La Leche League mothers rebelled against the notion of mother as lab assistant, mixing formula for the specimen under her care. Instead, they aimed to “bring mother and baby together again.” An illustration in the second edition shows a woman named Eve—looking not unlike Jean Harlow—exposed to the waist and caressing her baby, with no doctor hovering nearby. Over time the group adopted a feminist edge. A 1972 publication rallies mothers to have “confidence in themselves and their sisters rather than passively following the advice of licensed professionals.” As one woman wrote in another league publication, “Yes, I want to be liberated! I want to be free! I want to be free to be a woman!”
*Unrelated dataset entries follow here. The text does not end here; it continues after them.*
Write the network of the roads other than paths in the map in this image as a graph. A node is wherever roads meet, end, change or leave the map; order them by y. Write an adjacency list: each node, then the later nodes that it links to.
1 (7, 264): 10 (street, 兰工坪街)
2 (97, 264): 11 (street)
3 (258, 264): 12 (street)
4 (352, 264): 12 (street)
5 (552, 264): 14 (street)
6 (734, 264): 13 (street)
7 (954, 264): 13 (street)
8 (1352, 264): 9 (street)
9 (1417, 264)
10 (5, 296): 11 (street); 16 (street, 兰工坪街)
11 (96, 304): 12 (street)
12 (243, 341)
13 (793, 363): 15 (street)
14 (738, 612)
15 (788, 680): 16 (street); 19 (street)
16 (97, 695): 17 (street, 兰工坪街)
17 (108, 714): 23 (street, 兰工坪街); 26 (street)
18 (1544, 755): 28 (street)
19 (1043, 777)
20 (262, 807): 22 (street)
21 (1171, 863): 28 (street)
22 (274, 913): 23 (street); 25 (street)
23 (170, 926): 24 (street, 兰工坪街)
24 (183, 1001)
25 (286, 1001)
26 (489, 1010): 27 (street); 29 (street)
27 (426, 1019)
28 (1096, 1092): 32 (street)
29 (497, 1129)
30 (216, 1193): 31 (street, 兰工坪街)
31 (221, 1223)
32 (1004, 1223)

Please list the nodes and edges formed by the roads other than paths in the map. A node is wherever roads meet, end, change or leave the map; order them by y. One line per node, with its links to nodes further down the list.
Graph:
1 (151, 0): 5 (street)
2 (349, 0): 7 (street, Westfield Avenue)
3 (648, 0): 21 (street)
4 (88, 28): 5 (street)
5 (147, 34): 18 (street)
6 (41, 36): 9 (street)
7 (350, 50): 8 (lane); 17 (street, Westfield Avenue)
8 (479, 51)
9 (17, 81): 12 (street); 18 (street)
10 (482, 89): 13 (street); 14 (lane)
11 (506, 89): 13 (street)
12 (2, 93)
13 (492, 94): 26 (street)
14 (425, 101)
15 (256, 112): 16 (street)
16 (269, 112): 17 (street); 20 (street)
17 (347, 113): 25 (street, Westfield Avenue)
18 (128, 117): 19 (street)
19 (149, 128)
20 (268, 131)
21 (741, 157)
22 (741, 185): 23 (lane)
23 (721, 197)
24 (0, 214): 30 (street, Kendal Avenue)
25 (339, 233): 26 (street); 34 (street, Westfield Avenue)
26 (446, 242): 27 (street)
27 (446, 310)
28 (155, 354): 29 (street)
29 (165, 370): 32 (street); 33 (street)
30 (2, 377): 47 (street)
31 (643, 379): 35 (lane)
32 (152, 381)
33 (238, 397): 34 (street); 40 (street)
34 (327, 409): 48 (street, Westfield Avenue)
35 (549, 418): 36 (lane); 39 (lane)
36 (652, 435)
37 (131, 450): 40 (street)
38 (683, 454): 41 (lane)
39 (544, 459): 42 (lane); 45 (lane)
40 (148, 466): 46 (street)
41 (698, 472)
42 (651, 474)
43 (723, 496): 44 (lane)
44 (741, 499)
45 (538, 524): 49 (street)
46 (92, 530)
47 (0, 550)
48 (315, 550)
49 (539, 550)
In 1971, the Boston Women’s Health Book Collective published Our Bodies, Ourselves, launching a branch of feminism known as the women’s-health movement. The authors were more groovy types than the La Leche League moms; they wore slouchy jeans, clogs, and bandanas holding back waist-length hair. But the two movements had something in common; Our Bodies also grew out of “frustration and anger” with a medical establishment that was “condescending, paternalistic, judgmental and non-informative.” Teaching women about their own bodies would make them “more self-confident, more autonomous, stronger,” the authors wrote. Breasts were not things for men to whistle and wink at; they were made for women to feed their babies in a way that was “sensual and fulfilling.” The book also noted, in passing, that breast-feeding could “strengthen the infant’s resistance to infection and disease”—an early hint of what would soon become the national obsession with breast milk as liquid vaccine.